Bronstein finds the invitation, like the mention President Obama made of nonbelievers in his Inaugural Address, a sign of a “dramatic shift” in attitudes toward unchurched Americans.

“When I first got involved with NYC Atheists five years ago,” he said, “we had to put all our newsletters in envelopes, because most of our [regular-mail] subscribers didn’t want peoiple to know they were getting mail from us. I don’t have to do that anymore.”

One of the main goals of the New Atheist books was to raise the visiblity and social acceptability of non-religious views of the world. Here are two data points to suggest they are having an effect. Another is the findings of the American Religious Identification Survey from 2008, which showed impressive increases in the number of atheists, agnostics, and people claiming no religious identification over the last 20 years.

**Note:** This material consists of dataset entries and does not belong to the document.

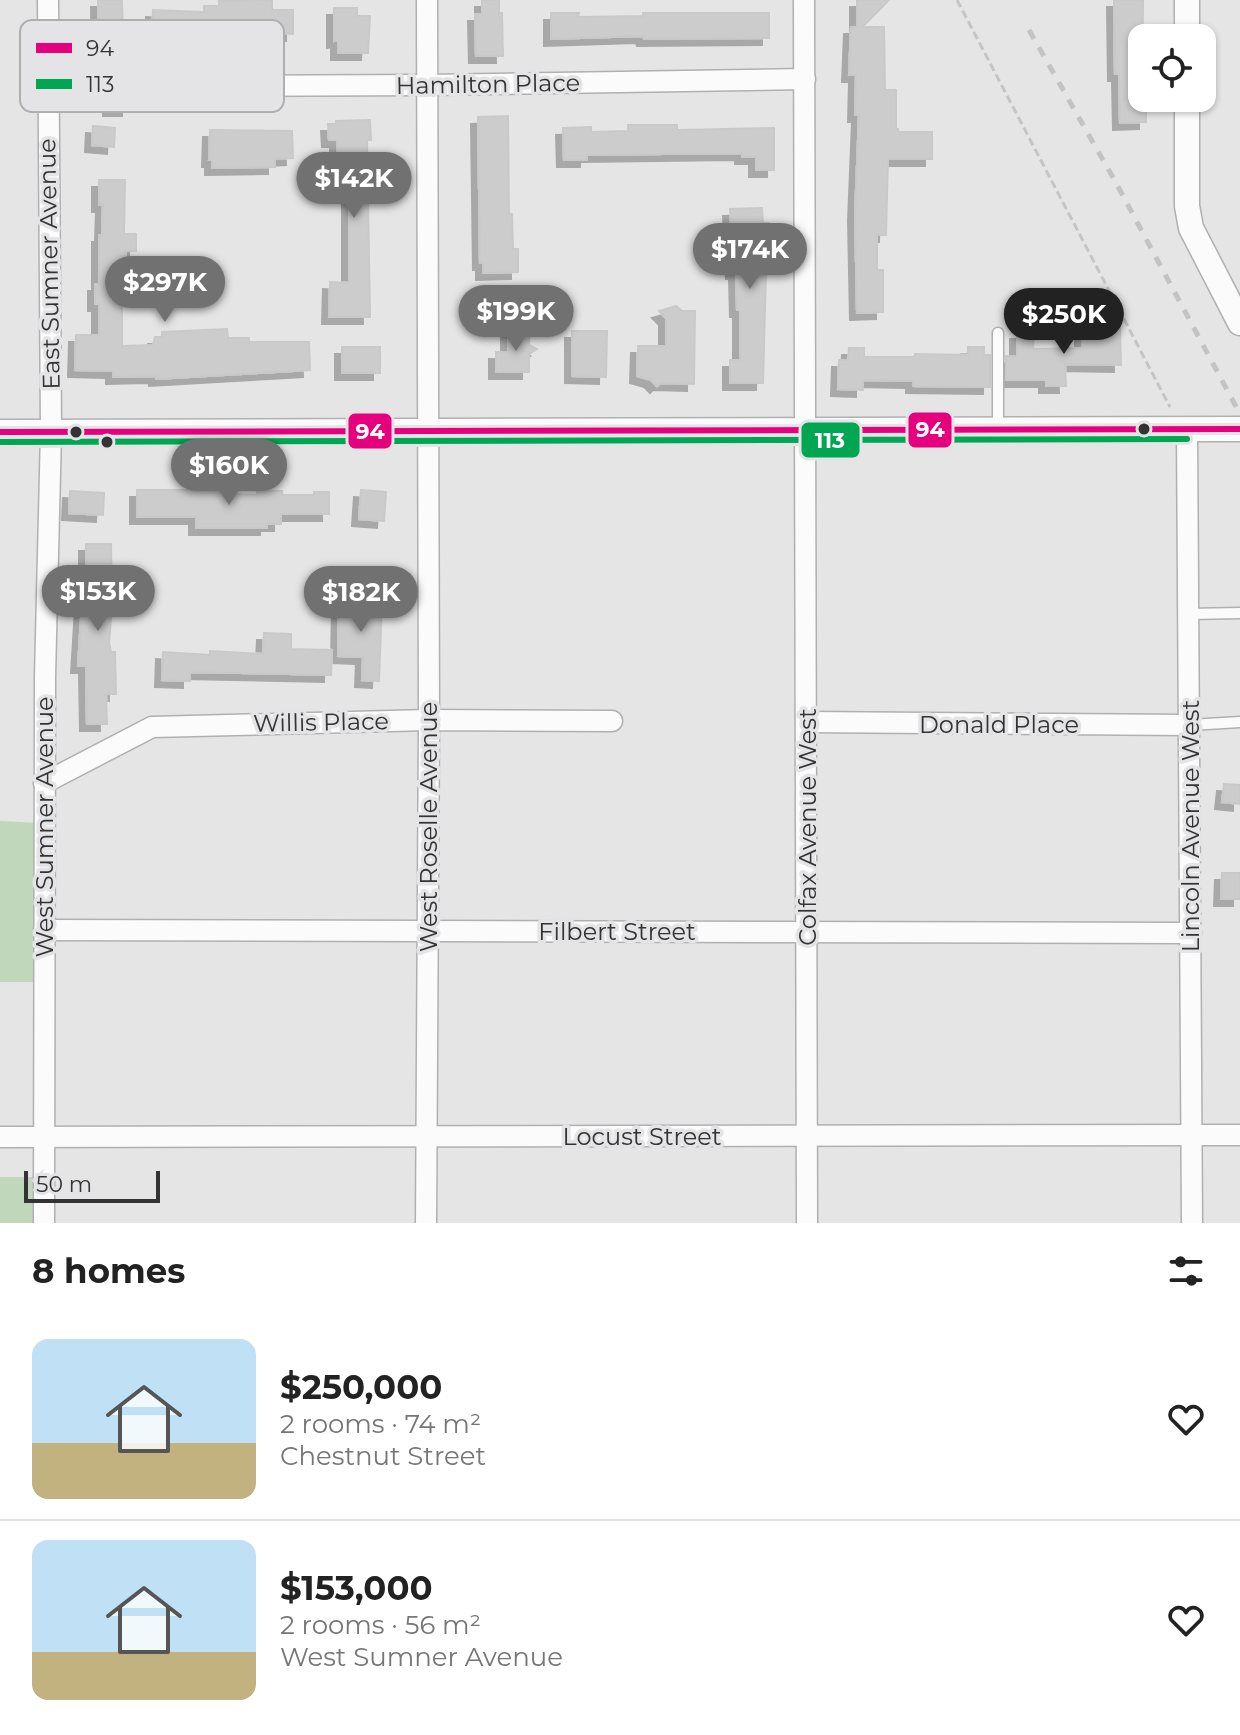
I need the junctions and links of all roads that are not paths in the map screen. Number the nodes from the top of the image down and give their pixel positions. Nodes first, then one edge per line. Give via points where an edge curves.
1 (48, 0) edge
2 (427, 0) edge
3 (804, 0) edge
4 (1187, 0) edge
5 (48, 20) edge
6 (1187, 24) edge
7 (805, 79) junction
8 (427, 85) junction
9 (284, 86) edge
10 (49, 112) edge
11 (1187, 112) edge
12 (1240, 323) edge
13 (998, 333) dead end
14 (1187, 429) junction
15 (1240, 429) edge
16 (807, 430) junction
17 (998, 430) junction
18 (428, 431) junction
19 (0, 432) edge
20 (51, 432) junction
21 (1240, 613) edge
22 (1189, 614) junction
23 (429, 720) junction
24 (612, 721) dead end
25 (807, 722) junction
26 (1240, 722) edge
27 (1190, 725) junction
28 (44, 783) junction
29 (44, 930) junction
30 (427, 931) junction
31 (807, 932) junction
32 (1191, 933) junction
33 (1191, 1135) junction
34 (1240, 1135) edge
35 (425, 1136) junction
36 (807, 1136) junction
37 (0, 1137) edge
38 (44, 1137) junction
39 (44, 1223) edge
40 (426, 1223) edge
41 (807, 1223) edge
42 (1192, 1223) edge

1 - 5 street, East Sumner Avenue
2 - 8 street, West Roselle Avenue
3 - 7 street, Colfax Avenue West
4 - 6 street
7 - 8 street, Hamilton Place
7 - 16 street, Colfax Avenue West
8 - 9 street, Hamilton Place
8 - 18 street, West Roselle Avenue
10 - 20 street, East Sumner Avenue
11 - 12 street via 1191,228
13 - 17 lane
14 - 15 street
14 - 17 street
14 - 22 street, Lincoln Avenue West
16 - 17 street
16 - 18 street
16 - 25 street, Colfax Avenue West
18 - 20 street
18 - 23 street, West Roselle Avenue
19 - 20 street
20 - 28 street, West Sumner Avenue
21 - 22 lane
22 - 27 street, Lincoln Avenue West
23 - 24 street, Willis Place
23 - 28 street, Willis Place via 152,727
23 - 30 street, West Roselle Avenue
25 - 27 street, Donald Place
25 - 31 street, Colfax Avenue West
26 - 27 lane
27 - 32 street, Lincoln Avenue West
28 - 29 street, West Sumner Avenue
29 - 30 street, Filbert Street
29 - 38 street, West Sumner Avenue
30 - 31 street, Filbert Street
30 - 35 street, West Roselle Avenue
31 - 32 street, Filbert Street
31 - 36 street, Colfax Avenue West
32 - 33 street, Lincoln Avenue West
33 - 34 street, Locust Street
33 - 36 street, Locust Street
33 - 42 street, Lincoln Avenue West
35 - 36 street, Locust Street
35 - 38 street, Locust Street
35 - 40 street, West Roselle Avenue
36 - 41 street, Colfax Avenue West
37 - 38 street, Locust Street
38 - 39 street, West Sumner Avenue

Just to be clear, I am not saying that the New Atheist books are the only cause, or even the main cause, of these trends. It is not as if we can do the experiment of replaying the last six years without the New Atheist books to see what would have happened without them. Long-term social trends can not be explained by anything as simple as the publication of a few books. The success of the NA books is as much the result of the increased acceptability of secular views as it is the cause of it.

Instead I have two more modest points. The first is that it is hard to belive that the NA books, and the ongoing barrage of media chatter they sparked, have not had some effect on increasing the visibility and acceptance of atheism. How could it be otherwise? Advertising works; sitting quietly in your corner does not. Michael Bloomberg has been the mayor of New York since 2001, but it was not until this year that he invited members of atheist groups to his interfaith breakfast. Did this idea just come to him in a flash of inspiration? Or has he been influenced by the increased visibility of atheism due in part to the NA books?

The second is that I see no evidence of any religious backlash in any of these developments. By far the biggest criticism of the NA’s is that they are in some way “hurting the cause,” where the precise nature of “the cause” is seldom spelled out. That the poll numbers are going in the right direction, and that we now have two major American politicians going out of their way to be inclusive of nonbelievers do not support that contention. Are other recent developments showing people flocking to conservative religion as a result of the bellicose tone of Dawkins, Hitchens and Harris? Perhaps someone can point them out to me in the comments.


  1. #1 Zeno
    January 5, 2010

    Bronstein’s answer doesn’t satisfy me. I still don’t get why atheists would want to attend an “interfaith breakfast”. Ick. It smacks too much of treating atheism as an alternative religion.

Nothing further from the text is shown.